New Adobe Flash player zero day vulnerability revealed

According to Parkour, whose Contagio malware dump security blog revealed another major zero-day vulnerability last month, successful exploitation of the flaw results in two files – nsunday.exe and nsunday.dll - being dropped and executed.

Adobe, she says, has been notified of the flaw, but has yet to respond.

Reporting on the flaw, the Softpedia newswire says that the flaw could be exploited in the wild to infect internet users with a trojan.

Softpedia's editor Lucian Constantin says that ThreatExpert reports the two dropped nsunday files as components of a Wisp trojan variant.

"Wisp is a relatively new trojan discovered back in March and is capable of stealing information, as well as downloading and executing malicious files", says Constantin.

Interestingly, Softpedia says it has run a VirusTotal scan of the executable, which returns the fact that 15 antivirus engines are detecting the code as malicious, mostly via generic signatures.

This suggests that around 60% of IT security apps cannot detect the malware, as VirusTotal is credited with running up to 43 IT security apps on its automated testing platform, Infosecurity notes.

As Constantin observes: "This is very bad news.

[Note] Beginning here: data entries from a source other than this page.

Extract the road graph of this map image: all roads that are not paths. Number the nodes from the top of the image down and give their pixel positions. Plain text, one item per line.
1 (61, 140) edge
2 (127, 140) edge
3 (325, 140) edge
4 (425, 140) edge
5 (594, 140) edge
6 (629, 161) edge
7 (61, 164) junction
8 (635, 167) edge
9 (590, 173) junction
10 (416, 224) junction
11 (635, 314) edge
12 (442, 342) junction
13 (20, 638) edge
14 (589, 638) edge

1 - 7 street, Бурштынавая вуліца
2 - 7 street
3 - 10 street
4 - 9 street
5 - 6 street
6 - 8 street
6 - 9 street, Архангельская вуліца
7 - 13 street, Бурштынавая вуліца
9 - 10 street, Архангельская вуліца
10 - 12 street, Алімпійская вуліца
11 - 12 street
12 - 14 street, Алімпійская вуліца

If the new zero-day is confirmed - and there is a strong possibility that it will - people might be exposed to attacks for weeks."

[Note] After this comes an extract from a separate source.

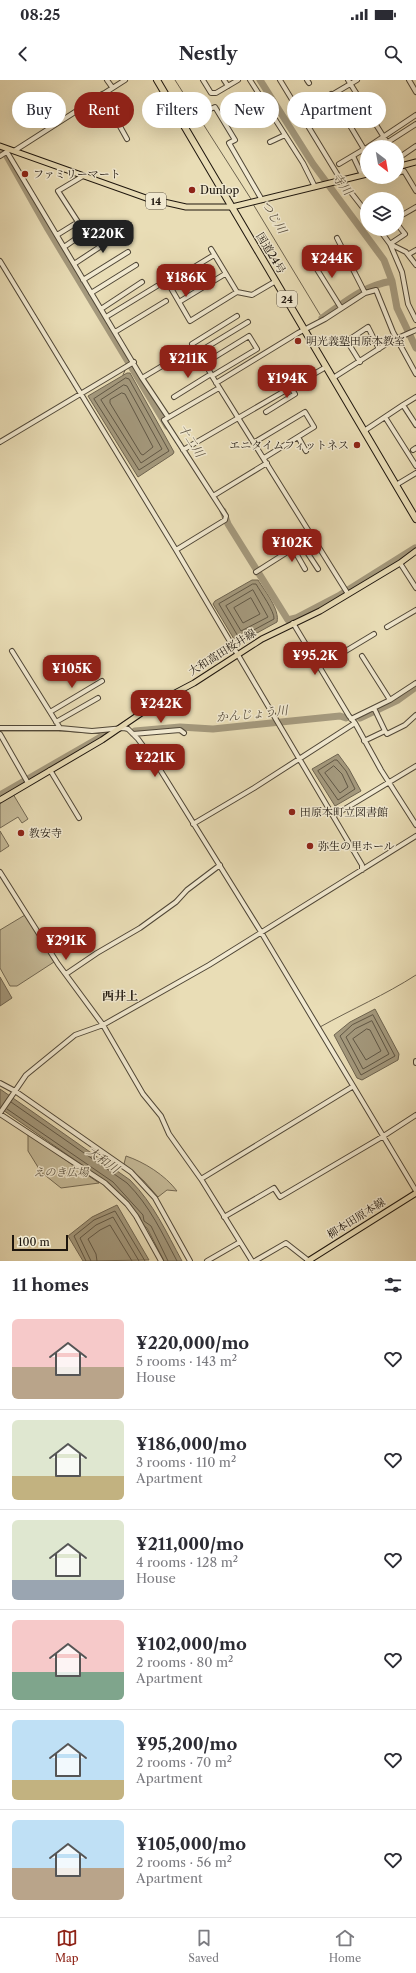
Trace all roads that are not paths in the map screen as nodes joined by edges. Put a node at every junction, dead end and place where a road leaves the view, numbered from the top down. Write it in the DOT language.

"Even if Adobe quickly rolls out a patch for Flash Player, the vulnerability will remain exploitable through Adobe Reader, which has its own embedded Flash interpreter", he said.

The problem is made potentially worse, Constantin adds, because "Adobe Reader and Acrobat follow an uniform quarterly update cycle and the next update is a long time away, being scheduled for February 8, 2011."

"Until this is sorted out, it might be sensible for users to disable Flash support in Adobe Reader, especially if they don't need it. This can be done by renaming the "%ProgramFiles%\Adobe\Reader 9.0\Reader\authplay.dll" file."